Exercise description: Lines from the listing below that contain the string "Summit" are to be reported.

(Beginning of Data to examine)

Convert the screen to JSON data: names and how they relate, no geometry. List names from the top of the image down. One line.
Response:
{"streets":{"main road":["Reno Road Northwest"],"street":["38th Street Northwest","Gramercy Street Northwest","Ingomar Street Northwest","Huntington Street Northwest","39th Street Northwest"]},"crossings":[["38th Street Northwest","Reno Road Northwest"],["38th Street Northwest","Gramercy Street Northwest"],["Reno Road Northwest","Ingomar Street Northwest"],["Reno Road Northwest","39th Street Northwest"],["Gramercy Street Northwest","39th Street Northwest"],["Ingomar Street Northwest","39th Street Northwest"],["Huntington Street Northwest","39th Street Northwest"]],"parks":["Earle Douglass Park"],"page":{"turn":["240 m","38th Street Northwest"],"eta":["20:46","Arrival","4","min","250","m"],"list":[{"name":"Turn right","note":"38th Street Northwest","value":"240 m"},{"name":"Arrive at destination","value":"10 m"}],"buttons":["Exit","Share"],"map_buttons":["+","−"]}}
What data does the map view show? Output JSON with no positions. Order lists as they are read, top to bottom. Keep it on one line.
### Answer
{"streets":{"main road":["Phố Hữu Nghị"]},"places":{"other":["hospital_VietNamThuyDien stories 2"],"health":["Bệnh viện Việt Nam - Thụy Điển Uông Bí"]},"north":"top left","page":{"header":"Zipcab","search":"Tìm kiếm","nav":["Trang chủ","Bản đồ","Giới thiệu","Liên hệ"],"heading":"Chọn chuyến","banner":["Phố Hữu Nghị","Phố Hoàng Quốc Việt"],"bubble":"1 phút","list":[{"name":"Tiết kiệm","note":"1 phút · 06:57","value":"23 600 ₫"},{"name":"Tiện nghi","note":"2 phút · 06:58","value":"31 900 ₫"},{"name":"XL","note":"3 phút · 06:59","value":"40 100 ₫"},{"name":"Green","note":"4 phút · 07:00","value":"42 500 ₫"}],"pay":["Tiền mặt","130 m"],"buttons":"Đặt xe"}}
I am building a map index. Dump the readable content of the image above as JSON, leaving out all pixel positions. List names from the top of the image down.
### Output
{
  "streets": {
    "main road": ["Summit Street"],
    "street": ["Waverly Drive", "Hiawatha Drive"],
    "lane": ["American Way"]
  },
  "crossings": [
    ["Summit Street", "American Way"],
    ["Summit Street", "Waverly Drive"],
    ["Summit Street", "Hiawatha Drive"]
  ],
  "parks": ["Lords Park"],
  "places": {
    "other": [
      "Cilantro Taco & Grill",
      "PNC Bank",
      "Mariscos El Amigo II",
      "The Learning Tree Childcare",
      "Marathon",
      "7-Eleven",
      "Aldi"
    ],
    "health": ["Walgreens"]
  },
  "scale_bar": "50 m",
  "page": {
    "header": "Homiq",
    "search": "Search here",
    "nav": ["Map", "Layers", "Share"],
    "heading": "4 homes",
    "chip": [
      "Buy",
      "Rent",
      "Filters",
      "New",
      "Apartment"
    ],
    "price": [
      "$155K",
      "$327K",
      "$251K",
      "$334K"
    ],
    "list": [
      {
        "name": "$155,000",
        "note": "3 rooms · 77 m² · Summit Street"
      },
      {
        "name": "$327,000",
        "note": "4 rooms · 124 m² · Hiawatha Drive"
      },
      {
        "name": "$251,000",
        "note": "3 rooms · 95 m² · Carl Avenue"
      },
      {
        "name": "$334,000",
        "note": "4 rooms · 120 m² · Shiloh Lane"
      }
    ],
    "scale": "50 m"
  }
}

(End of Data to examine)

Answer box:
    "main road": ["Summit Street"],
    ["Summit Street", "American Way"],
    ["Summit Street", "Waverly Drive"],
    ["Summit Street", "Hiawatha Drive"]
        "note": "3 rooms · 77 m² · Summit Street"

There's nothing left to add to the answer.